● **Problem to solve**
Transcribe only part of the material below: the lines from the one containing "For a GIS import: Transcribe" through the one containing "For a GIS import: Serialize", inclusive, exactly as written.
- Opening Delimiter -
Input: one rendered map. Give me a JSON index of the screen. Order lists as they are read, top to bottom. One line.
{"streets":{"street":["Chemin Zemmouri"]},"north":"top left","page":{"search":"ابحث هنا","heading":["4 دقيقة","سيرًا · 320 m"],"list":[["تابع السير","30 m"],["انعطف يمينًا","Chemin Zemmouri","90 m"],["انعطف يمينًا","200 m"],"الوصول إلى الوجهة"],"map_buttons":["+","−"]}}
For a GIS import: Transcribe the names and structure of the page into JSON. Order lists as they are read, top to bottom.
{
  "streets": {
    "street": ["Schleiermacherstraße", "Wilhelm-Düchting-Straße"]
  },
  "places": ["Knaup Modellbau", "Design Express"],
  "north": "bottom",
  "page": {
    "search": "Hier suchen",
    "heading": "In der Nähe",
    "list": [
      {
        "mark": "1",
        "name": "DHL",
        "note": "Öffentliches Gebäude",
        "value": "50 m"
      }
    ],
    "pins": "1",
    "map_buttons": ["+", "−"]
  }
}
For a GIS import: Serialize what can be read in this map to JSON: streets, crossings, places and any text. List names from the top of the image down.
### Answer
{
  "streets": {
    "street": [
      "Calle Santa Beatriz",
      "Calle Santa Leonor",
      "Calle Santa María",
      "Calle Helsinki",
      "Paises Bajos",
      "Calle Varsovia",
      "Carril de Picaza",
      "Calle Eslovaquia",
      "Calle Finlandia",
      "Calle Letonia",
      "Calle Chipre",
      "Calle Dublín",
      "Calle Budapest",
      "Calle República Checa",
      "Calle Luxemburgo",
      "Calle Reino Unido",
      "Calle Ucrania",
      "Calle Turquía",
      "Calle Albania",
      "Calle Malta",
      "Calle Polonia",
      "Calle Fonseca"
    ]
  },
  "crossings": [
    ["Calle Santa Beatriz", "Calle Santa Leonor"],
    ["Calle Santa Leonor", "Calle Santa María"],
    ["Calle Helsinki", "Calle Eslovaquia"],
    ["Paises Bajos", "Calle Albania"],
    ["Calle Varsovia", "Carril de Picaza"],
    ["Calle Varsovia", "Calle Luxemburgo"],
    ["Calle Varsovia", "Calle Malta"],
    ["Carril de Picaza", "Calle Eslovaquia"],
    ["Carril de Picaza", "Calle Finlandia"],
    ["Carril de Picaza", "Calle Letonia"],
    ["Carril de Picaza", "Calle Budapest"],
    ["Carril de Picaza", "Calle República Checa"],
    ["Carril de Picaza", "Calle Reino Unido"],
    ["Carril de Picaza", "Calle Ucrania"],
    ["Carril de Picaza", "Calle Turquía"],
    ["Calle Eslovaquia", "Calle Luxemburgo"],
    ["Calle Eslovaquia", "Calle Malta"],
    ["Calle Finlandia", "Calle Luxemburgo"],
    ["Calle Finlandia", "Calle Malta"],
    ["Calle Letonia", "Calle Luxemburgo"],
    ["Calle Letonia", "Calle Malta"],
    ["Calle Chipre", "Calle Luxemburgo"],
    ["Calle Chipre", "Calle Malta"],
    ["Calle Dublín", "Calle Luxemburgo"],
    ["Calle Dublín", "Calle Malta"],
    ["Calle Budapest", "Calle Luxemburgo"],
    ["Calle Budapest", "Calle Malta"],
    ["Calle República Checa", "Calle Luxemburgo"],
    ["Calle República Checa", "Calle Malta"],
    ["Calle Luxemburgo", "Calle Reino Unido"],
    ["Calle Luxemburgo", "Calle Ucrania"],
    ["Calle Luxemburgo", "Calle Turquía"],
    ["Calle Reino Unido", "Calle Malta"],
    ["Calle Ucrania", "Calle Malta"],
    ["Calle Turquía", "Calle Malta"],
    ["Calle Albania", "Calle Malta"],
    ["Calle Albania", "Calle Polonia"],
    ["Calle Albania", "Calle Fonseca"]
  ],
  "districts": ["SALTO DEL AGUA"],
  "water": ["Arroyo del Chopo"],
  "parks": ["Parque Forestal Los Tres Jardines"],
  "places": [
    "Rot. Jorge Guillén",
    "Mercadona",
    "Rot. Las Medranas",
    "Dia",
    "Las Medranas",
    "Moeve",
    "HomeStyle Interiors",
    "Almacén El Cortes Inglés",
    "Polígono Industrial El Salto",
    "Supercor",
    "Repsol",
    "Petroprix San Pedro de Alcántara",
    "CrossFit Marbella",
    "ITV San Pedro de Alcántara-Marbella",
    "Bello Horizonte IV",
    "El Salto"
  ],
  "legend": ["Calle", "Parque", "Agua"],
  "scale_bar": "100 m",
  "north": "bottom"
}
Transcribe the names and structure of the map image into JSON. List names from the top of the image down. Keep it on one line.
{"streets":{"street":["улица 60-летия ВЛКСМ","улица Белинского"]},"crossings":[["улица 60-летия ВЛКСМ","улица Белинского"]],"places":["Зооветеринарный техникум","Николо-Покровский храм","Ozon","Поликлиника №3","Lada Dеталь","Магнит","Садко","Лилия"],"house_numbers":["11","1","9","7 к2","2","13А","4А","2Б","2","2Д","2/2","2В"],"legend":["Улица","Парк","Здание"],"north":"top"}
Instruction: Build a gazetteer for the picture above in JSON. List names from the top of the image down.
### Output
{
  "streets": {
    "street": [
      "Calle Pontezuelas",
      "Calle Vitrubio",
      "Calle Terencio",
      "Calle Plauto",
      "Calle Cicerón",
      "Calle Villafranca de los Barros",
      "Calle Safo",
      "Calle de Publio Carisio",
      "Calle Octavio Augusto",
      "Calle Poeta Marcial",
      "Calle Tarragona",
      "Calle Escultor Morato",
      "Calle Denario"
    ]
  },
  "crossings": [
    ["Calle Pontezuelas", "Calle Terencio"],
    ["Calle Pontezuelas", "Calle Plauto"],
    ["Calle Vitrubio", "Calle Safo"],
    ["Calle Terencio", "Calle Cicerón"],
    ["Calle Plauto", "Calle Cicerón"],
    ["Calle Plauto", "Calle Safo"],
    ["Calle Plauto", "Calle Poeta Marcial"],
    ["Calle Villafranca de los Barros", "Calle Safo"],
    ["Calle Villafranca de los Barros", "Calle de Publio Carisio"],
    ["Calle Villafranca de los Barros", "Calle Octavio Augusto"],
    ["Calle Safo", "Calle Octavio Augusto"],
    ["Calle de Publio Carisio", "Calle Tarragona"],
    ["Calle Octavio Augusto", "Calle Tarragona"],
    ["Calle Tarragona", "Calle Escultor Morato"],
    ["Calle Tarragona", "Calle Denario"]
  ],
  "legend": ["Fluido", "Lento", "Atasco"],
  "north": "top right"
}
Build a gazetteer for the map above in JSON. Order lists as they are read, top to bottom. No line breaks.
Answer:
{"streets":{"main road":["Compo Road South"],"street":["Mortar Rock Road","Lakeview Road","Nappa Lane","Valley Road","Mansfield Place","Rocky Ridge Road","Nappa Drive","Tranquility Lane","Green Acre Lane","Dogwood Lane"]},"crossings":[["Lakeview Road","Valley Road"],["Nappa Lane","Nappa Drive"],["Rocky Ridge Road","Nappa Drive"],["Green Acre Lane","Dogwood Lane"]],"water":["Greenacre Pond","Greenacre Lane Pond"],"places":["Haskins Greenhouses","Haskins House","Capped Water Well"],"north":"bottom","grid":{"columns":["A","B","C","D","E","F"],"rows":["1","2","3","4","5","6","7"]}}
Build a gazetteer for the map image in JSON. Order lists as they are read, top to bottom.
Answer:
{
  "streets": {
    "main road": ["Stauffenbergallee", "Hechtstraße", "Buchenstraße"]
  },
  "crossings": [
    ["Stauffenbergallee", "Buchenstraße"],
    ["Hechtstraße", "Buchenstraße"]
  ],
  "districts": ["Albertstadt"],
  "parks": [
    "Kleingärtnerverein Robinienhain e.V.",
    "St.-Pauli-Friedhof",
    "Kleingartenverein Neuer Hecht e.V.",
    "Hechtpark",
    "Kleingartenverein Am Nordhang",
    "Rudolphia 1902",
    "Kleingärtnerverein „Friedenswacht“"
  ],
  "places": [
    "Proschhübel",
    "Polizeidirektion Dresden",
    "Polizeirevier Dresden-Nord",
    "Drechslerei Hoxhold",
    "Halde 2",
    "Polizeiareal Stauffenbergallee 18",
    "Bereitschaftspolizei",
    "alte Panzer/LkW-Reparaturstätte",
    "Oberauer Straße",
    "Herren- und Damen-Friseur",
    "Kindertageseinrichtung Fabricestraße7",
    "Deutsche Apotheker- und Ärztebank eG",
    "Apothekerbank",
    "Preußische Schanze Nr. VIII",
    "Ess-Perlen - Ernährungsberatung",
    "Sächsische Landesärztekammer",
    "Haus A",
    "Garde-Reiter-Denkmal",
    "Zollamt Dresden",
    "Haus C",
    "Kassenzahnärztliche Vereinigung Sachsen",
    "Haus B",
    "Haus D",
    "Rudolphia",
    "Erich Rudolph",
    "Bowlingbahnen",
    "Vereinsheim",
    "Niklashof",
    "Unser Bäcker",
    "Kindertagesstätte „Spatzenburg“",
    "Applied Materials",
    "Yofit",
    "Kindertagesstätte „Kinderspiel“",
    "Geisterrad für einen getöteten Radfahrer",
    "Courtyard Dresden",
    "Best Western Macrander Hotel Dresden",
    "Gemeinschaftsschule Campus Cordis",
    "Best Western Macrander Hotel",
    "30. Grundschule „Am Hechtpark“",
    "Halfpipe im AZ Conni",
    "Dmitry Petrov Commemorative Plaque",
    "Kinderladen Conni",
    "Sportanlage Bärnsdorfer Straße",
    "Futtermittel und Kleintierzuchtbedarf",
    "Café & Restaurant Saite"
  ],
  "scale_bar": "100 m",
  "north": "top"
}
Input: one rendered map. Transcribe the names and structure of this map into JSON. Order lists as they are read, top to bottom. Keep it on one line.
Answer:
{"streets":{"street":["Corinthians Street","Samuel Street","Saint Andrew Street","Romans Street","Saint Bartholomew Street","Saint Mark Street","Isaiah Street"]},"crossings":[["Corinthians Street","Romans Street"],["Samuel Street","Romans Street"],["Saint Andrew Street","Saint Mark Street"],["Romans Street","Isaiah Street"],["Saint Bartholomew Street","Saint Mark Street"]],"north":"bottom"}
- Closing Delimiter -
● **Task solution**
For a GIS import: Transcribe the names and structure of the page into JSON. Order lists as they are read, top to bottom.
{
  "streets": {
    "street": ["Schleiermacherstraße", "Wilhelm-Düchting-Straße"]
  },
  "places": ["Knaup Modellbau", "Design Express"],
  "north": "bottom",
  "page": {
    "search": "Hier suchen",
    "heading": "In der Nähe",
    "list": [
      {
        "mark": "1",
        "name": "DHL",
        "note": "Öffentliches Gebäude",
        "value": "50 m"
      }
    ],
    "pins": "1",
    "map_buttons": ["+", "−"]
  }
}
For a GIS import: Serialize what can be read in this map to JSON: streets, crossings, places and any text. List names from the top of the image down.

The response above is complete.